───── Dataset

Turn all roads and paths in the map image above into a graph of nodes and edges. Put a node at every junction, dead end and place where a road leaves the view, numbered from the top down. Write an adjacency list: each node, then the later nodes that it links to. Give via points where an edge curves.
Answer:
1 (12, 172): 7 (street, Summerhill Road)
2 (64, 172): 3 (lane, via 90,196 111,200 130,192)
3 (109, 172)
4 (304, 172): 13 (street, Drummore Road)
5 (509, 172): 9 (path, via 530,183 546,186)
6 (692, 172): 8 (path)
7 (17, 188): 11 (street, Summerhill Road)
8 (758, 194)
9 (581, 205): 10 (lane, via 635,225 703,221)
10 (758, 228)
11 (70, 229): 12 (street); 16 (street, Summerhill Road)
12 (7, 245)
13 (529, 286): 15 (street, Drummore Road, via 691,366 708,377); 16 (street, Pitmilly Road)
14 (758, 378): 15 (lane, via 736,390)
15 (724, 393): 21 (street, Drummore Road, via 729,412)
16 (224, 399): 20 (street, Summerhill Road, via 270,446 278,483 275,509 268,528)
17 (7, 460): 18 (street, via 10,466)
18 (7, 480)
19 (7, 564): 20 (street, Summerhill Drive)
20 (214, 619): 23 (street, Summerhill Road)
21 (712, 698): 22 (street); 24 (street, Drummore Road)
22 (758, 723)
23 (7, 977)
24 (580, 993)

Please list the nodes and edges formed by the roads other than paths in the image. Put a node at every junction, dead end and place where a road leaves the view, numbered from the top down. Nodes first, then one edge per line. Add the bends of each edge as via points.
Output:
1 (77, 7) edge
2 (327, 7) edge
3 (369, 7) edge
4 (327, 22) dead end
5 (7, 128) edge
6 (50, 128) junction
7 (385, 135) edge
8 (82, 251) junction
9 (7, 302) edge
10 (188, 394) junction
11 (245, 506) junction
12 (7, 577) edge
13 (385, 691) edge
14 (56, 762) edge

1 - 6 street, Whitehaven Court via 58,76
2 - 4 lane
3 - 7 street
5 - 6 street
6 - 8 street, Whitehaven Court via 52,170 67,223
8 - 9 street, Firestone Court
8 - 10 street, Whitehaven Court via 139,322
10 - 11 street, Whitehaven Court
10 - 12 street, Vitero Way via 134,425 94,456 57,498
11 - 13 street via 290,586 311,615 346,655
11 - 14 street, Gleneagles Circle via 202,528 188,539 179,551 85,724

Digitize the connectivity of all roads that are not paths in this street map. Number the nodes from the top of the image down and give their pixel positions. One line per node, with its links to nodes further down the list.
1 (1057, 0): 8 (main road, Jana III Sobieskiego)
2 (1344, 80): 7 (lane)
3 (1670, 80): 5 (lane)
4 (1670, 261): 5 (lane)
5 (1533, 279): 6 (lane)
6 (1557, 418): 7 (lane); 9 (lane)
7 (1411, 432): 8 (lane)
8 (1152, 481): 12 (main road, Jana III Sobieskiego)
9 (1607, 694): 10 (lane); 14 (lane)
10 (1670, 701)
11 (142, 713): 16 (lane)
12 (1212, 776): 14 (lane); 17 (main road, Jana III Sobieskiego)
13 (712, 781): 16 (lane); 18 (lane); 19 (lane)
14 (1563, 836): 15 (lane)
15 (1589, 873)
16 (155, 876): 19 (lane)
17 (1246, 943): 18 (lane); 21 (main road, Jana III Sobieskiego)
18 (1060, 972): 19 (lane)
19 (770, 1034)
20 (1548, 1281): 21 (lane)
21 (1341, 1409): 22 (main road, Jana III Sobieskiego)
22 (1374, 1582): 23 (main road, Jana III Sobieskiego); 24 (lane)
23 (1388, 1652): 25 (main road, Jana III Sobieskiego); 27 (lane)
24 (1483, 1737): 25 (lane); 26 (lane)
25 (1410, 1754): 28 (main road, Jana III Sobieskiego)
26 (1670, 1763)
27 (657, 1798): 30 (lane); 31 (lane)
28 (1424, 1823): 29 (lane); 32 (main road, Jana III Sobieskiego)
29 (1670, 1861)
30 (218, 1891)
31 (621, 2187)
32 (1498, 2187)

──────────

What this task involves
The material is to be written out again in full, with no word altered.

Answer for the task
Turn all roads and paths in the map image above into a graph of nodes and edges. Put a node at every junction, dead end and place where a road leaves the view, numbered from the top down. Write an adjacency list: each node, then the later nodes that it links to. Give via points where an edge curves.
Answer:
1 (12, 172): 7 (street, Summerhill Road)
2 (64, 172): 3 (lane, via 90,196 111,200 130,192)
3 (109, 172)
4 (304, 172): 13 (street, Drummore Road)
5 (509, 172): 9 (path, via 530,183 546,186)
6 (692, 172): 8 (path)
7 (17, 188): 11 (street, Summerhill Road)
8 (758, 194)
9 (581, 205): 10 (lane, via 635,225 703,221)
10 (758, 228)
11 (70, 229): 12 (street); 16 (street, Summerhill Road)
12 (7, 245)
13 (529, 286): 15 (street, Drummore Road, via 691,366 708,377); 16 (street, Pitmilly Road)
14 (758, 378): 15 (lane, via 736,390)
15 (724, 393): 21 (street, Drummore Road, via 729,412)
16 (224, 399): 20 (street, Summerhill Road, via 270,446 278,483 275,509 268,528)
17 (7, 460): 18 (street, via 10,466)
18 (7, 480)
19 (7, 564): 20 (street, Summerhill Drive)
20 (214, 619): 23 (street, Summerhill Road)
21 (712, 698): 22 (street); 24 (street, Drummore Road)
22 (758, 723)
23 (7, 977)
24 (580, 993)

Please list the nodes and edges formed by the roads other than paths in the image. Put a node at every junction, dead end and place where a road leaves the view, numbered from the top down. Nodes first, then one edge per line. Add the bends of each edge as via points.
Output:
1 (77, 7) edge
2 (327, 7) edge
3 (369, 7) edge
4 (327, 22) dead end
5 (7, 128) edge
6 (50, 128) junction
7 (385, 135) edge
8 (82, 251) junction
9 (7, 302) edge
10 (188, 394) junction
11 (245, 506) junction
12 (7, 577) edge
13 (385, 691) edge
14 (56, 762) edge

1 - 6 street, Whitehaven Court via 58,76
2 - 4 lane
3 - 7 street
5 - 6 street
6 - 8 street, Whitehaven Court via 52,170 67,223
8 - 9 street, Firestone Court
8 - 10 street, Whitehaven Court via 139,322
10 - 11 street, Whitehaven Court
10 - 12 street, Vitero Way via 134,425 94,456 57,498
11 - 13 street via 290,586 311,615 346,655
11 - 14 street, Gleneagles Circle via 202,528 188,539 179,551 85,724

Digitize the connectivity of all roads that are not paths in this street map. Number the nodes from the top of the image down and give their pixel positions. One line per node, with its links to nodes further down the list.
1 (1057, 0): 8 (main road, Jana III Sobieskiego)
2 (1344, 80): 7 (lane)
3 (1670, 80): 5 (lane)
4 (1670, 261): 5 (lane)
5 (1533, 279): 6 (lane)
6 (1557, 418): 7 (lane); 9 (lane)
7 (1411, 432): 8 (lane)
8 (1152, 481): 12 (main road, Jana III Sobieskiego)
9 (1607, 694): 10 (lane); 14 (lane)
10 (1670, 701)
11 (142, 713): 16 (lane)
12 (1212, 776): 14 (lane); 17 (main road, Jana III Sobieskiego)
13 (712, 781): 16 (lane); 18 (lane); 19 (lane)
14 (1563, 836): 15 (lane)
15 (1589, 873)
16 (155, 876): 19 (lane)
17 (1246, 943): 18 (lane); 21 (main road, Jana III Sobieskiego)
18 (1060, 972): 19 (lane)
19 (770, 1034)
20 (1548, 1281): 21 (lane)
21 (1341, 1409): 22 (main road, Jana III Sobieskiego)
22 (1374, 1582): 23 (main road, Jana III Sobieskiego); 24 (lane)
23 (1388, 1652): 25 (main road, Jana III Sobieskiego); 27 (lane)
24 (1483, 1737): 25 (lane); 26 (lane)
25 (1410, 1754): 28 (main road, Jana III Sobieskiego)
26 (1670, 1763)
27 (657, 1798): 30 (lane); 31 (lane)
28 (1424, 1823): 29 (lane); 32 (main road, Jana III Sobieskiego)
29 (1670, 1861)
30 (218, 1891)
31 (621, 2187)
32 (1498, 2187)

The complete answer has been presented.